Recorded information:
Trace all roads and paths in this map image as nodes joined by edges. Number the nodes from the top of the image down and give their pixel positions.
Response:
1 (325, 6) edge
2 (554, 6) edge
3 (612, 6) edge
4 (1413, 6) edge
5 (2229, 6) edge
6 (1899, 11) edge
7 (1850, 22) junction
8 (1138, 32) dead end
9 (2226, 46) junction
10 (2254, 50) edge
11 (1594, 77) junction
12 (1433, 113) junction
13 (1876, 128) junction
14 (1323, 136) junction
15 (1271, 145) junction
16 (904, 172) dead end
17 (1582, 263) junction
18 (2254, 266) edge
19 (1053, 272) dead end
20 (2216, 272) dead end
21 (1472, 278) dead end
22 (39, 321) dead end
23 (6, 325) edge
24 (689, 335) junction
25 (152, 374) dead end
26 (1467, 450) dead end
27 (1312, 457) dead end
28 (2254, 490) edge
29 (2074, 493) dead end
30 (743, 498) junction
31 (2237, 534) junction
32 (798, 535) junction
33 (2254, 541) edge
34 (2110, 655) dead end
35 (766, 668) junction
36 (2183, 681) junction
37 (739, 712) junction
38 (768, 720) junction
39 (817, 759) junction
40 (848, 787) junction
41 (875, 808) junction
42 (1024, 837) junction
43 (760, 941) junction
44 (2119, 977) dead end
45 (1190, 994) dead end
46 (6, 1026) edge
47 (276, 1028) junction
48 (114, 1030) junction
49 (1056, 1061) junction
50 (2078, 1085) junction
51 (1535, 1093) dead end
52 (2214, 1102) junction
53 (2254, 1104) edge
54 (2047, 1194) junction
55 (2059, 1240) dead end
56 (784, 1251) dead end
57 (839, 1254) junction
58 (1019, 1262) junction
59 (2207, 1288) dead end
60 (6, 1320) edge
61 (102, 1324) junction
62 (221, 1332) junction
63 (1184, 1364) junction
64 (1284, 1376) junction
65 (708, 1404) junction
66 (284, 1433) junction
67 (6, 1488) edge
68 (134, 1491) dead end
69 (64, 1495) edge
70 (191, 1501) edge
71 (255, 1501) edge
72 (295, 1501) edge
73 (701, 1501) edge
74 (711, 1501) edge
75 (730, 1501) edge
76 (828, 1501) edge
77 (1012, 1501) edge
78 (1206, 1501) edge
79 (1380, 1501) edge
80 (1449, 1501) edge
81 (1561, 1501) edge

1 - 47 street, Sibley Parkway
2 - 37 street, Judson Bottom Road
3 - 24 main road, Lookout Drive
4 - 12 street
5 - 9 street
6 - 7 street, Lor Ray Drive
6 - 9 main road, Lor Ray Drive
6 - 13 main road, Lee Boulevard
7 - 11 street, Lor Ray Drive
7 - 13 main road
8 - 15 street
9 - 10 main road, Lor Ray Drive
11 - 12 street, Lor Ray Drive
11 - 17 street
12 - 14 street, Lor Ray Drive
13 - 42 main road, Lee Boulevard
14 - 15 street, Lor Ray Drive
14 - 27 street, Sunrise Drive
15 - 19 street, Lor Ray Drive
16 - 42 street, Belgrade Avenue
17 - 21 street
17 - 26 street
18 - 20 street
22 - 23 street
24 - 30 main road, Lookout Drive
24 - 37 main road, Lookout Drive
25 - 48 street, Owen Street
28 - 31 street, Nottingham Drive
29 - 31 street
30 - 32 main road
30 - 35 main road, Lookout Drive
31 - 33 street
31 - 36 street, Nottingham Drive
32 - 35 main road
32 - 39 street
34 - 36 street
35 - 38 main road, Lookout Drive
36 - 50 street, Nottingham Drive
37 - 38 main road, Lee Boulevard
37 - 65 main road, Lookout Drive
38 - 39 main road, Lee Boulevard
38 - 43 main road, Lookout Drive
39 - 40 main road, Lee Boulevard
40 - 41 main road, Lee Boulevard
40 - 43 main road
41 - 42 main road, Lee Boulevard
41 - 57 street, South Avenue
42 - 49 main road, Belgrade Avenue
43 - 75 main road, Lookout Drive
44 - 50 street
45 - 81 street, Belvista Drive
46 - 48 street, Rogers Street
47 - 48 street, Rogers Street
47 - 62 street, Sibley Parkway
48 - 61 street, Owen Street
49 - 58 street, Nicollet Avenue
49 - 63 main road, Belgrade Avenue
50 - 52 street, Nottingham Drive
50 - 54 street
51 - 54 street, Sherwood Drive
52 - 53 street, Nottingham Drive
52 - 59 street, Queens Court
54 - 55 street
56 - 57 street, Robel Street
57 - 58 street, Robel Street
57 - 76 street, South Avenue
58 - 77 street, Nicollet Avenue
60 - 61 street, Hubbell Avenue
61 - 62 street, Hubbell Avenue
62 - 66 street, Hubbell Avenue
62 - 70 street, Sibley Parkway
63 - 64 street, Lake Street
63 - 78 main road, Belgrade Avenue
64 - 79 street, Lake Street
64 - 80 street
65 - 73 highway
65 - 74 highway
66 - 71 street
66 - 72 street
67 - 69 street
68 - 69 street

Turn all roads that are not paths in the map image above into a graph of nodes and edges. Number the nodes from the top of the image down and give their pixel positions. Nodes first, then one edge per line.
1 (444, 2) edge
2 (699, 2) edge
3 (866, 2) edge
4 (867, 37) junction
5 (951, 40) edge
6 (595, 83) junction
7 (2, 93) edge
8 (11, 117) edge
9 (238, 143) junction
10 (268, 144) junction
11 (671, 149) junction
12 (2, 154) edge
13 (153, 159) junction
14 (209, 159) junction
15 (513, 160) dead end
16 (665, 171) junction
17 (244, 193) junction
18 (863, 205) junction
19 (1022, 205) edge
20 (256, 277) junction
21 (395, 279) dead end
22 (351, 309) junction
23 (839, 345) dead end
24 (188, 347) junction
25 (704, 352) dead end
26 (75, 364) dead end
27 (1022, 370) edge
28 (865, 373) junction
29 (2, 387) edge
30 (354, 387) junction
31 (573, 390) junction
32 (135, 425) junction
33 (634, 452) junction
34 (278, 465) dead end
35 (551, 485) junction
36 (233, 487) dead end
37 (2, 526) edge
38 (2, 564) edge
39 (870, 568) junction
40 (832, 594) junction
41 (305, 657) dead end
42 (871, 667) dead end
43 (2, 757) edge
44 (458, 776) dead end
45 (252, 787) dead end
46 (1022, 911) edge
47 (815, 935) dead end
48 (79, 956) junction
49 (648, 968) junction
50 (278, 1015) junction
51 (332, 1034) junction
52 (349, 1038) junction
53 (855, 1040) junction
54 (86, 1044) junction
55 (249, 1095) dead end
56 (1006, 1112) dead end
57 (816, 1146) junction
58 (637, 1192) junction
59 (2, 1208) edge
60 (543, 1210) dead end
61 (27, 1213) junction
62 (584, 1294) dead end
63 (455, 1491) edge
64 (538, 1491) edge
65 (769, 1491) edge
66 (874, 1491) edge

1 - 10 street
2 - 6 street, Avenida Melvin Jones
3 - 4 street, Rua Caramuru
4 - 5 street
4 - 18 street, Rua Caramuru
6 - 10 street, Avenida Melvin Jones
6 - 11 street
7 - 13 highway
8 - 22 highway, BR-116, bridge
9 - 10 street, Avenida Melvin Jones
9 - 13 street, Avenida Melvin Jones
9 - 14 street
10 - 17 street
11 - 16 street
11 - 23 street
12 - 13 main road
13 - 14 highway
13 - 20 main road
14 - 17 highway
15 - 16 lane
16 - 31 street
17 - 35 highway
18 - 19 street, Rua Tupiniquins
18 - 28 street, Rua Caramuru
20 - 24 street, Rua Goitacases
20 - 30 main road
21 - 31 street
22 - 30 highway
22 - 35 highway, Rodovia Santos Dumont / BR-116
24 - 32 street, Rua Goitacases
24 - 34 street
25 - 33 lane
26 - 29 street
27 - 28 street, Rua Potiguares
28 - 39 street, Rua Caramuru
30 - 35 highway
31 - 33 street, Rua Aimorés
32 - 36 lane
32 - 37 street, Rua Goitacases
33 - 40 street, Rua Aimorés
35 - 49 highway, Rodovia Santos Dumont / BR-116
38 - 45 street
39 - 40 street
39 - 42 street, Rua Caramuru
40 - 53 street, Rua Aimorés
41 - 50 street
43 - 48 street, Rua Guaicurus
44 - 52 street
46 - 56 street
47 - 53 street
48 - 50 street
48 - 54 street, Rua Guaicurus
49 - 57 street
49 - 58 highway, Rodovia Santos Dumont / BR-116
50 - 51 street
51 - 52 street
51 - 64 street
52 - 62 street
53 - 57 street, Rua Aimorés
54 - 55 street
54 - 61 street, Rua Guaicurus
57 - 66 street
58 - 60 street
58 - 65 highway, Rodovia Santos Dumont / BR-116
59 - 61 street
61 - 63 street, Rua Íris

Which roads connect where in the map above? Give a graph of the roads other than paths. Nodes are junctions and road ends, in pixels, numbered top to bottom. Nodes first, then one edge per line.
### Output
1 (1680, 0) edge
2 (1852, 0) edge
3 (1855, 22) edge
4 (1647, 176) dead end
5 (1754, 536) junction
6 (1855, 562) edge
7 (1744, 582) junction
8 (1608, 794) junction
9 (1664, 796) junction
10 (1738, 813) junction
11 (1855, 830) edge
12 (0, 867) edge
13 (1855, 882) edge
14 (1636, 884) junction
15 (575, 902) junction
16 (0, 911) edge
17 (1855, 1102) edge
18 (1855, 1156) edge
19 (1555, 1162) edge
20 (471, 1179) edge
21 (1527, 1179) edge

Try it:
The reply must consist solely of the lines from the one containing "Which roads connect" through the last line of the data, reproduced exactly.

Solved problem:
Which roads connect where in the map above? Give a graph of the roads other than paths. Nodes are junctions and road ends, in pixels, numbered top to bottom. Nodes first, then one edge per line.
### Output
1 (1680, 0) edge
2 (1852, 0) edge
3 (1855, 22) edge
4 (1647, 176) dead end
5 (1754, 536) junction
6 (1855, 562) edge
7 (1744, 582) junction
8 (1608, 794) junction
9 (1664, 796) junction
10 (1738, 813) junction
11 (1855, 830) edge
12 (0, 867) edge
13 (1855, 882) edge
14 (1636, 884) junction
15 (575, 902) junction
16 (0, 911) edge
17 (1855, 1102) edge
18 (1855, 1156) edge
19 (1555, 1162) edge
20 (471, 1179) edge
21 (1527, 1179) edge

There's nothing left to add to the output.